Generally, federal courts have jurisdiction to decide a federal claim for relief. "Dismissal for lack of subject-matter jurisdiction because of the inadequacy of the federal claim is proper only when the claim is `so insubstantial, implausible, foreclosed by prior decisions of this Court, or otherwise completely devoid of merit as not to involve a federal controversy.'" Steel Co. v. Citizens for a Better Env't, 523 U.S. 83, 89 (1998) (quoting Oneida Indian Nation of N.Y. v. Co. of Oneida, 414 U.S. 661, 666 (1974)). This "substantiality" question is a threshold issue addressed prior to determining whether the complaint properly states a claim. See Bell v. Hood, 327 U.S. 678, 683-84 (1946) ("[T]he complaint does in fact raise serious questions, both of law and fact, which the district court can decide only after it has assumed jurisdiction over the controversy.").

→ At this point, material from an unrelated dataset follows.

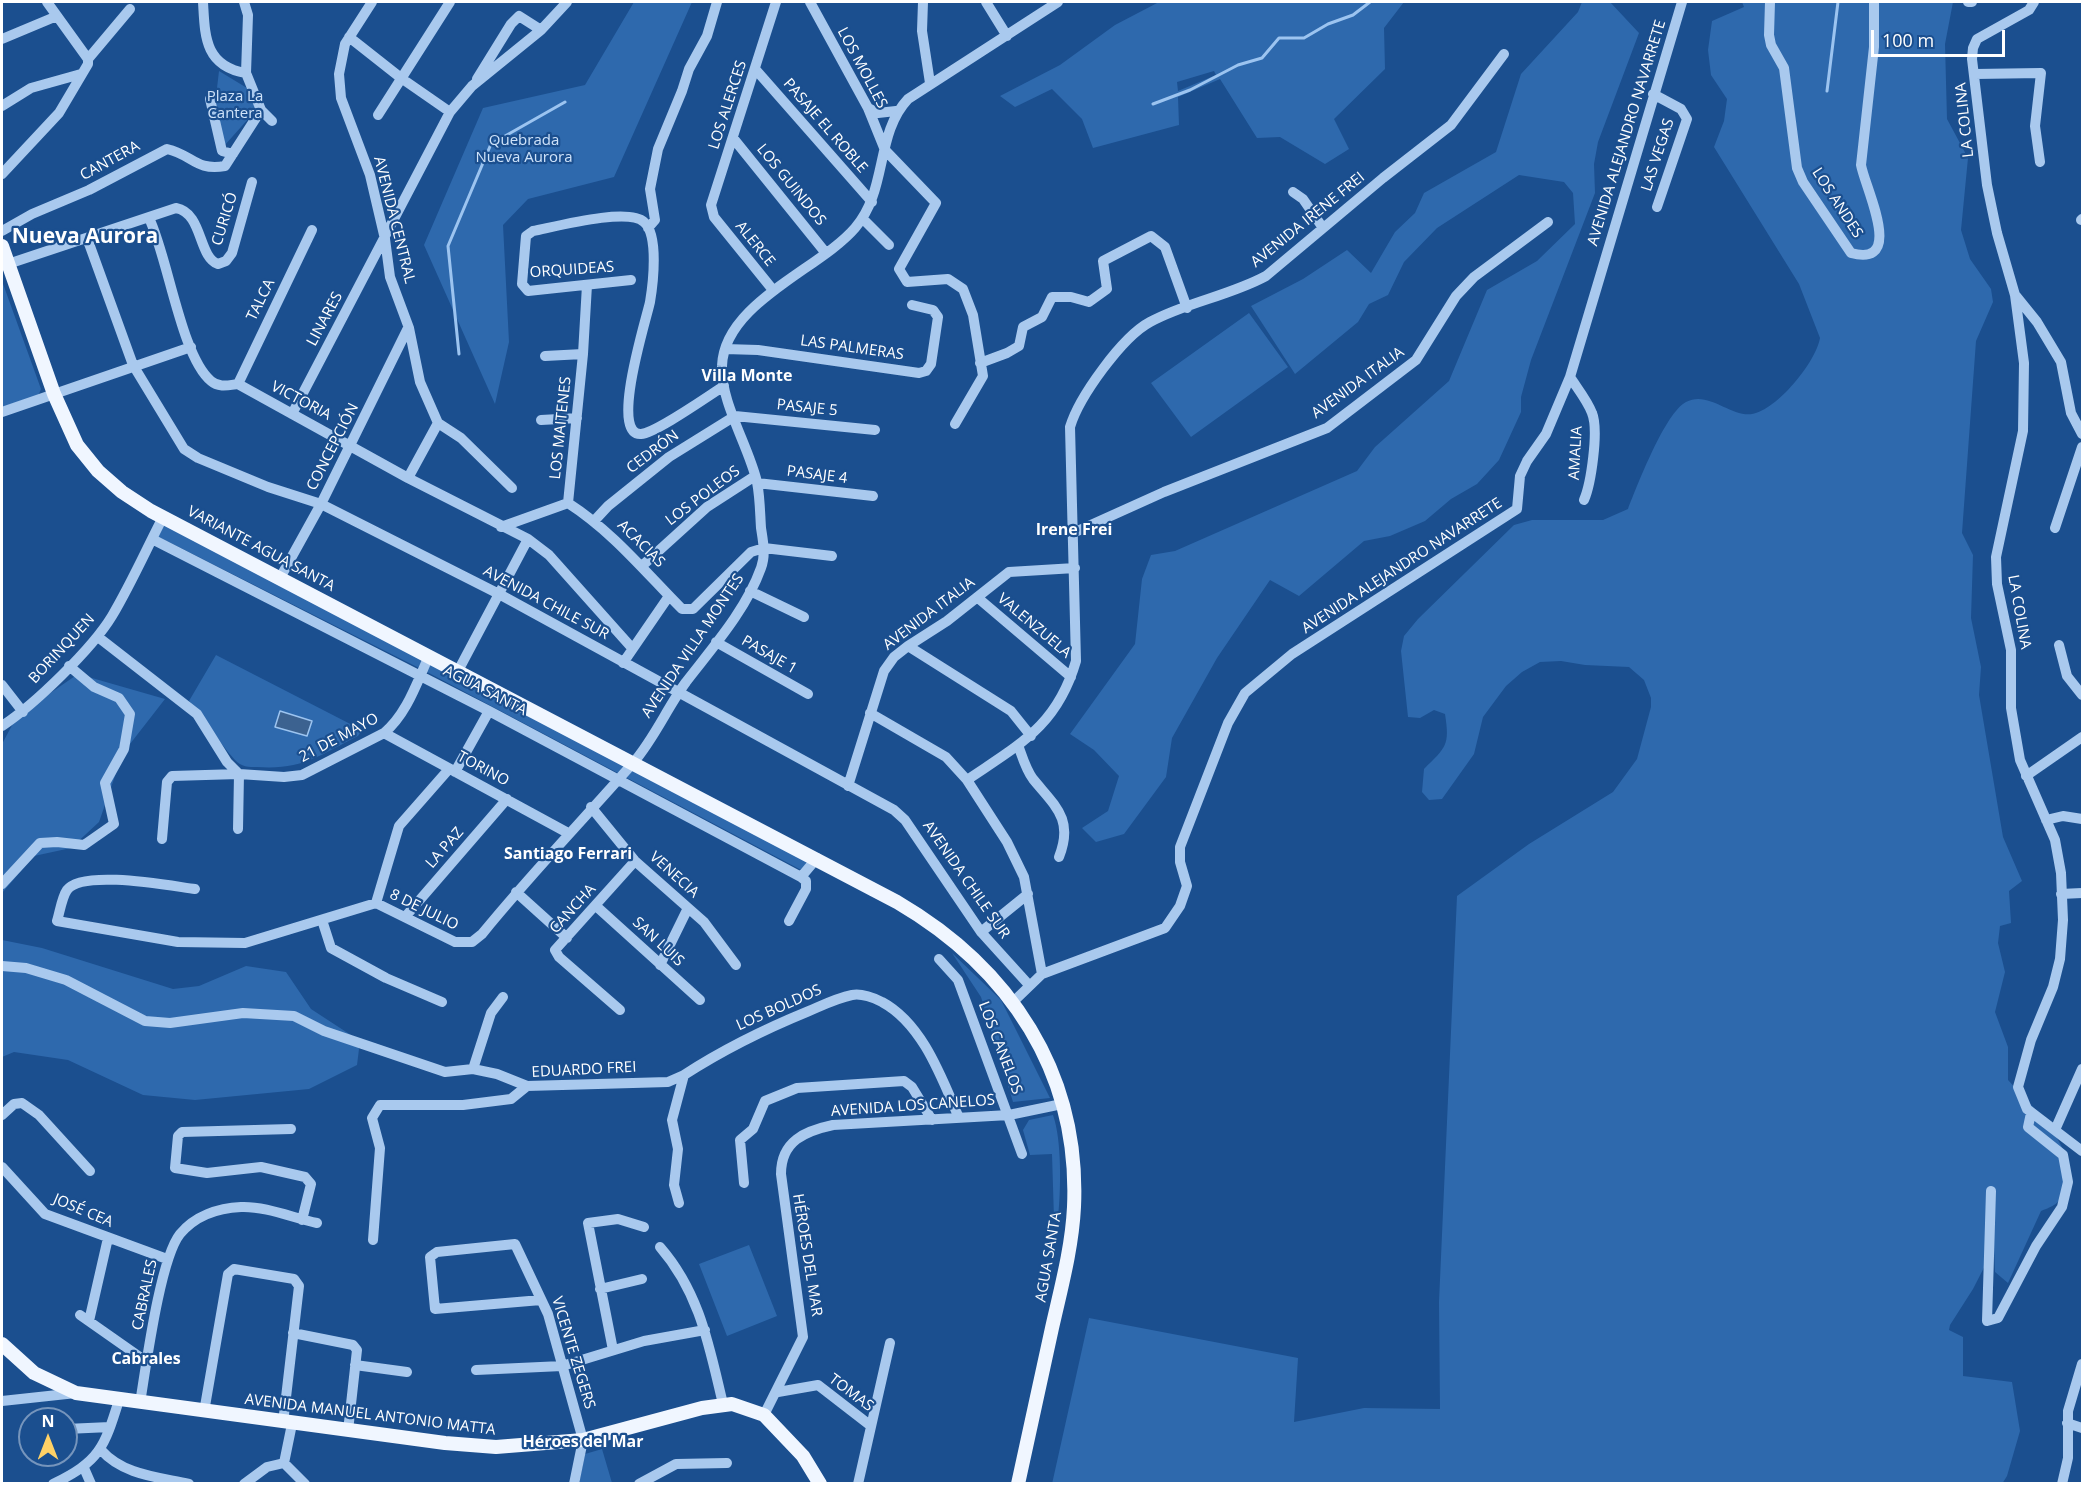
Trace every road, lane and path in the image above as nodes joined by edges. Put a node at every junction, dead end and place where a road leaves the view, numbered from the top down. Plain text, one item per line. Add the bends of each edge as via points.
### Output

"The test for dismissal [due to lack of jurisdiction] is a rigorous one and if there is any foundation of plausibility to the claim, federal jurisdiction exists." 13D Wright, Miller & Cooper, Federal Practice & Procedure, Jurisdiction 3d § 3564. Furthermore, since Plaintiff is proceeding without counsel, the Court will liberally construe his Complaint.2 Having reviewed the Complaint, Plaintiff has pleaded a federal cause of action sufficient to invoke federal jurisdiction.

Jurisdiction . . . is not defeated . . . by the possibility that the averments might fail to state a cause of action on which petitioners could actually recover. ... If the court . . . exercise[s] its jurisdiction to determine that the allegations in the complaint do not state a ground for relief, then dismissal of the case would be based on the merits, not for want of jurisdiction.

Cement Masons Health & Welfare Trust Fund for N. Cal. v. Stone, 197 F.3d 1003, 1008 (9th Cir. 1999) (quoting Bell, 327 U.S. at 678, 682).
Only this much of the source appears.